WORK REQUEST: Strip the pictures, then copy the remaining data exactly as it stands.

THE INPUT:
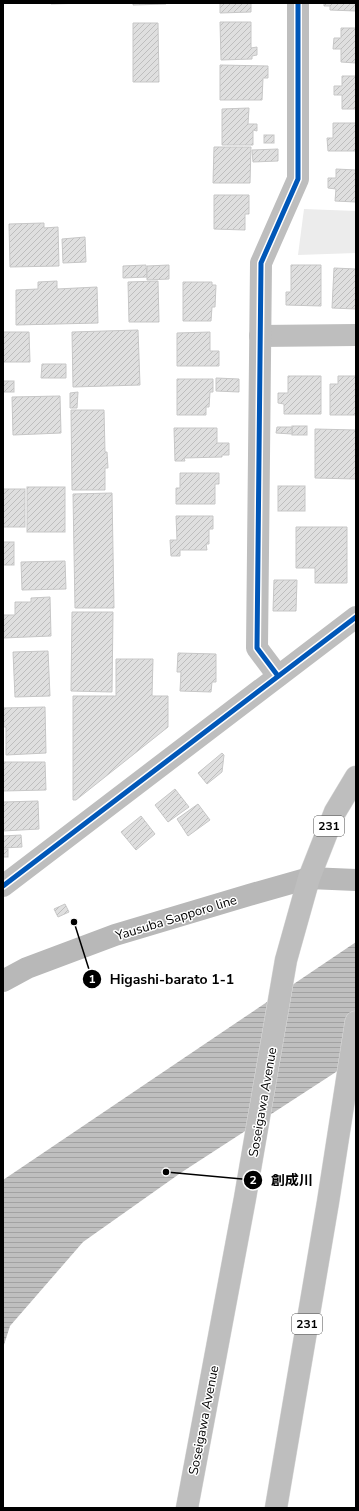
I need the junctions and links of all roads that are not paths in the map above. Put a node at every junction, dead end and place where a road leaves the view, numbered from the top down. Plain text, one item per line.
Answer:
1 (298, 3) edge
2 (356, 335) edge
3 (260, 336) junction
4 (356, 617) edge
5 (278, 676) junction
6 (356, 777) edge
7 (309, 878) junction
8 (356, 880) edge
9 (3, 886) edge
10 (3, 981) edge
11 (356, 1022) edge
12 (187, 1508) edge
13 (276, 1508) edge

1 - 3 main road
2 - 3 main road
3 - 5 main road
4 - 5 main road
5 - 9 main road
6 - 7 main road, Soseigawa Avenue / 231
7 - 8 main road, Yausuba Sapporo line
7 - 10 main road, Yausuba Sapporo line
7 - 12 main road, Soseigawa Avenue / 231
11 - 13 main road, 231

SOLUTION:
I need the junctions and links of all roads that are not paths in the map above. Put a node at every junction, dead end and place where a road leaves the view, numbered from the top down. Plain text, one item per line.
Answer:
1 (298, 3) edge
2 (356, 335) edge
3 (260, 336) junction
4 (356, 617) edge
5 (278, 676) junction
6 (356, 777) edge
7 (309, 878) junction
8 (356, 880) edge
9 (3, 886) edge
10 (3, 981) edge
11 (356, 1022) edge
12 (187, 1508) edge
13 (276, 1508) edge

1 - 3 main road
2 - 3 main road
3 - 5 main road
4 - 5 main road
5 - 9 main road
6 - 7 main road, Soseigawa Avenue / 231
7 - 8 main road, Yausuba Sapporo line
7 - 10 main road, Yausuba Sapporo line
7 - 12 main road, Soseigawa Avenue / 231
11 - 13 main road, 231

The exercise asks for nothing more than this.